ロードバイクとスーパーカブで巡る四国八十八霊場と別格二十霊場

ロードバイクとスーパーカブで巡った108の霊場を順次ご紹介します。ブログの前半は寺の歴史と堅い文章が続きますが、後半は寺の見どころやご利益、寺へのアクセスや雑感などを書いてみました。🚲🛵

大師が護符を投げた伝説が今に伝わるお寺 香川県さぬき市「長尾寺」(その106)

第八十七番札所 補陀洛山  長尾寺

(ほだらくざん  ながおじ)

住所 さぬき市長尾西653

電話 0879−52−2041

志度寺から長尾寺まで

距離  6.9km 標高差  ほぼ平坦

志渡寺から長尾寺まで

縁起によると、天平十一年(739)行基がこの地を訪れると道端の楊柳(ようりゅう)に霊夢を感じ、その木で聖観音菩薩像を彫造して堂宇を建立、本尊として安置する。その後、弘法大師がこの寺を訪れ、入唐が成功するように年頭七夜に渡り護摩祈祷を修法、国家安泰と五穀豊穣を祈願する。祈祷の七日目の夜、大師が護符を丘の上から人々に投げ与えたとの伝説があり、これが毎年正月の七日の「大会陽(だいえよう)」の行事として今に伝わる。この日は境内で福餅が投げられ、重さ160kgの大鏡餅を力自慢の若者が競って運ぶ競技が盛大に行われる。天長ニ年(825)唐より帰朝した大師は大日経を一石に一字ずつ書写して供養塔を設立。寺の伽藍を整え真言宗へと改宗する。その後、天正の兵火で堂宇は灰塵に帰すが、慶長年間(1596〜1615)に国主・生駒家によって寺は再興され、寺名を長尾観音寺と称される。

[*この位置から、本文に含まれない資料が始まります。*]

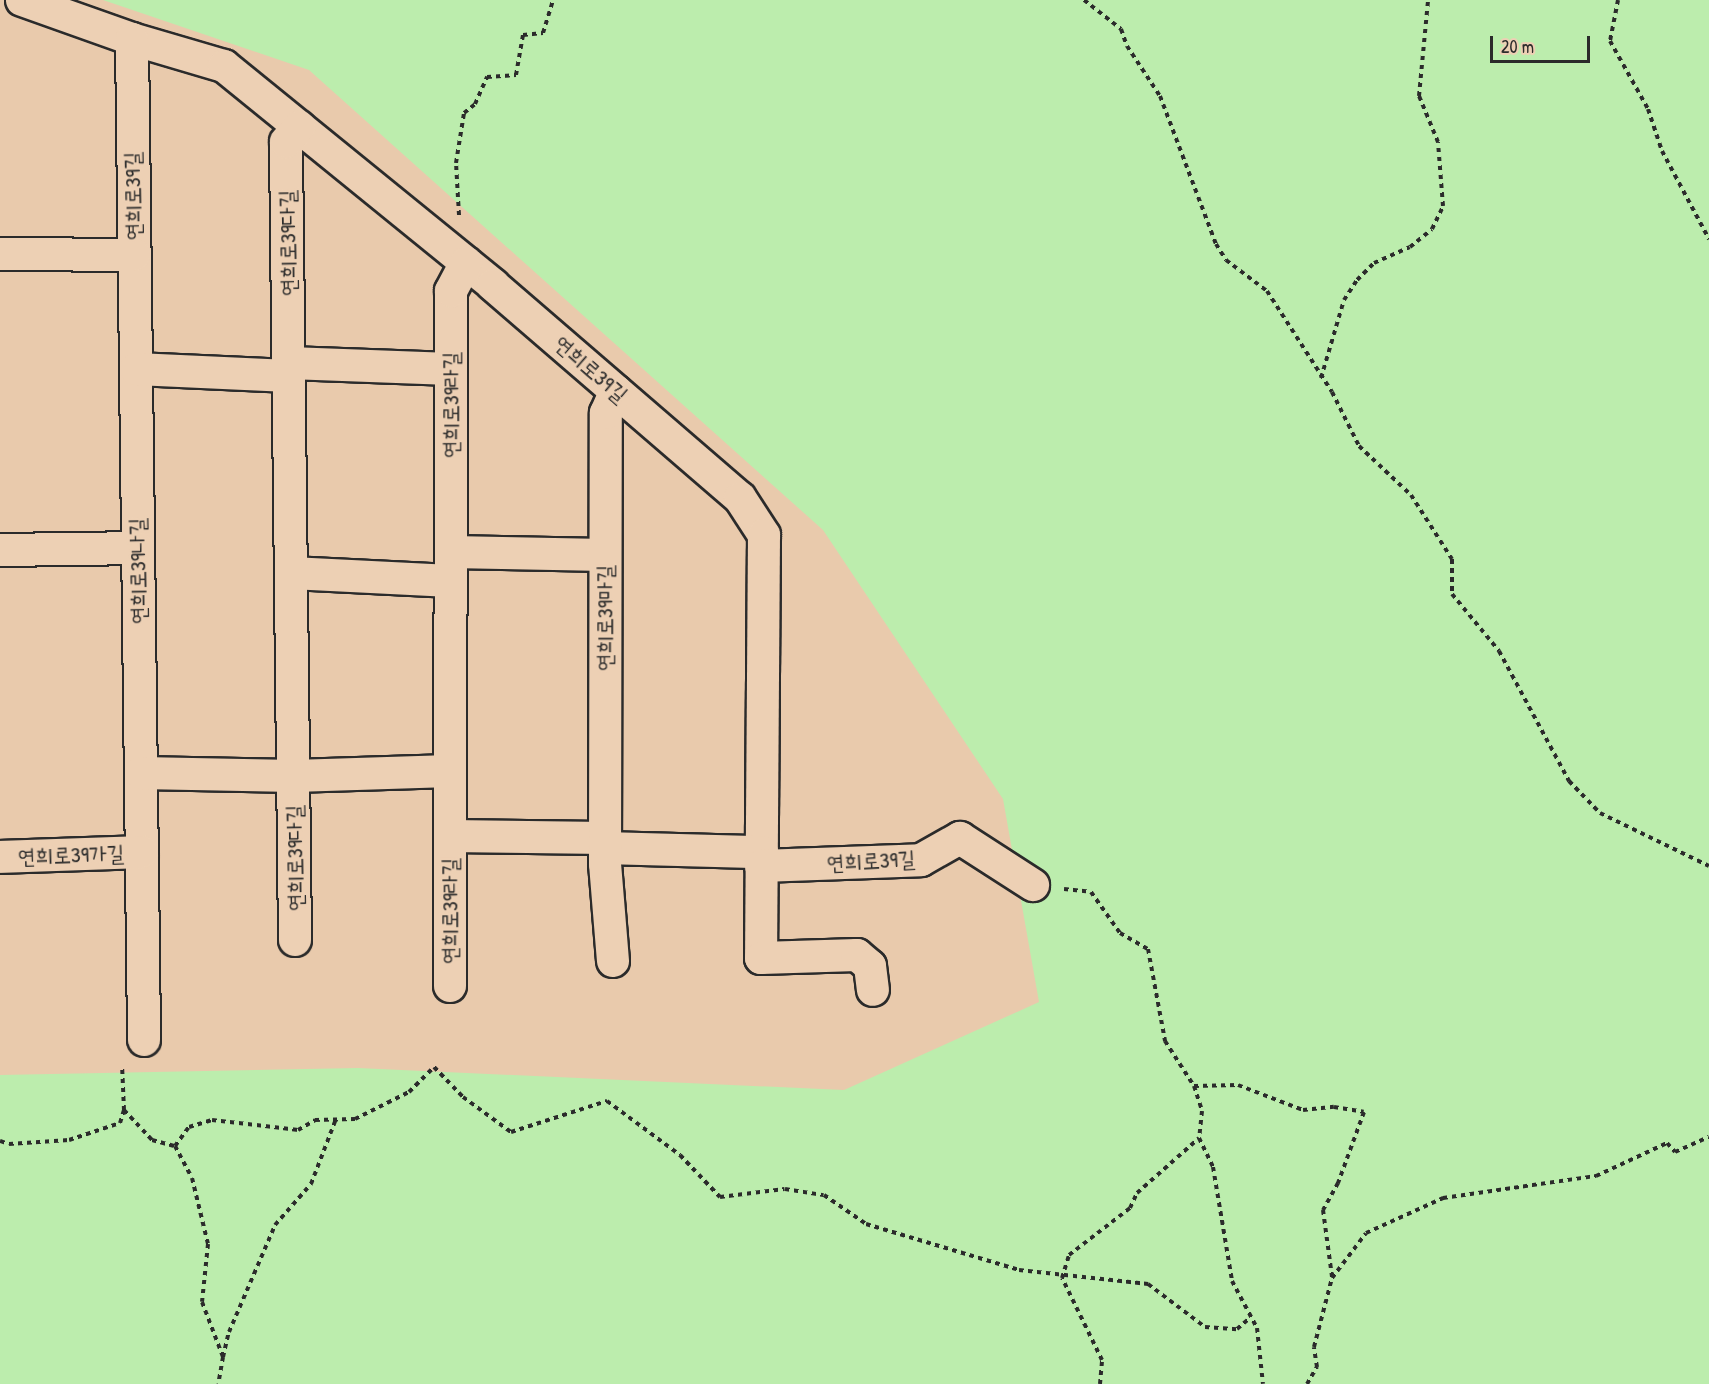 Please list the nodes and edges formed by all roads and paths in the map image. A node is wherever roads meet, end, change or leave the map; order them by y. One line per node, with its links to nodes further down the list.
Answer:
1 (22, 0): 6 (street, 연희로39길)
2 (553, 0): 11 (path)
3 (1084, 0): 15 (path)
4 (1428, 0): 15 (path)
5 (1618, 0): 8 (path)
6 (132, 39): 7 (street, 연희로39길); 10 (street, 연희로39길)
7 (299, 127): 11 (street, 연희로39길); 13 (street, 연희로39다길)
8 (1709, 239)
9 (0, 254): 10 (street, 연희로39길)
10 (134, 255): 12 (street, 연희로39나길)
11 (466, 263): 14 (street, 연희로39라길); 16 (street, 연희로39길)
12 (136, 369): 13 (street); 17 (street, 연희로39나길)
13 (289, 369): 14 (street); 21 (street, 연희로39다길)
14 (451, 369): 20 (street, 연희로39라길)
15 (1321, 380): 30 (path)
16 (616, 391): 19 (street, 연희로39마길); 29 (street, 연희로39길)
17 (138, 548): 18 (street); 23 (street, 연희로39나길)
18 (0, 550)
19 (605, 555): 20 (street); 26 (street, 연희로39마길)
20 (451, 566): 21 (street); 22 (street, 연희로39라길)
21 (291, 573): 24 (street, 연희로39다길)
22 (450, 771): 24 (street, 연희로39다길); 25 (street, 연희로39라길)
23 (141, 773): 24 (street); 27 (street, 연희로39나길)
24 (294, 776): 32 (street, 연희로39다길)
25 (450, 836): 26 (street, 연희로39라길); 34 (street, 연희로39라길)
26 (604, 843): 29 (street); 33 (street, 연희로39마길)
27 (142, 852): 28 (street, 연희로39가길); 36 (street, 연희로39나길)
28 (0, 858)
29 (762, 859): 31 (street, 연희로39길); 35 (street, 연희로39길)
30 (1709, 866)
31 (1033, 885): 37 (path)
32 (296, 940)
33 (613, 961)
34 (450, 986)
35 (873, 990)
36 (144, 1040): 38 (path)
37 (1194, 1086): 41 (path); 45 (path)
38 (124, 1110): 42 (path); 43 (path)
39 (336, 1119): 43 (path); 44 (path); 47 (path)
40 (1709, 1137): 45 (path)
41 (1199, 1138): 44 (path); 46 (path)
42 (0, 1141)
43 (175, 1146): 47 (path)
44 (1062, 1278): 46 (path); 49 (path)
45 (1332, 1278): 51 (path)
46 (1251, 1317): 50 (path)
47 (223, 1358): 48 (path)
48 (218, 1384)
49 (1100, 1384)
50 (1263, 1384)
51 (1307, 1384)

天和元年(1681)には藩主松平頼常が堂塔を寄進し、天台宗へと改宗する。元禄六年(1693)には寺領が与えられ、寺名が観音院長尾寺へと改められる。なお、寂本の「四国偏礼霊場記(1689年刊)」には、寺は聖徳太子が創建したとされているが、寺伝にはこうした記録はないようである。寛文十年(1670)に建立された山門は日本三大名門の一つであり、三つ棟木という珍しい工法で造られている。鐘楼門の前に立つ二基の経幢鎌倉時代の作。元寇の役に出役した将兵の慰霊碑であり、国の重要文化財に指定されている。昭和二十九年に指定されるまでは、門前の馬や牛をつないでいたという。本堂の左脇には静御前の剃髪塚がある。静御前源義経と別れた後、母の磯禅師と共に当寺を訪れ、得度した後に髪を埋めたと伝わる塚である。境内はいたって広く、1haの面積に及ぶという。明治以降、寺が学校や警察、郡役所などの公共施設に供されたというのもうなずける。今は地域コミュニティの場であり、地元から「長尾の観音さん」として親しまれるなどいたって開放的な寺である。この開放感は、四国八十八霊場も残り一つという「心の軽さ」が反映しているような気がする。すれちがうお遍路さんにもどことなく明るい表情が漂う。寺は長尾町の中心にあり、典型的な門前町の様相を示す。楽しかったロードバイクによるお寺巡りもここでお終い。一歩裏手に入り、狭い路地に軒を並べる街並みをロードバイクで散策するのもよい。最後に訪ねた場所として、きっと良い思い出になると思う。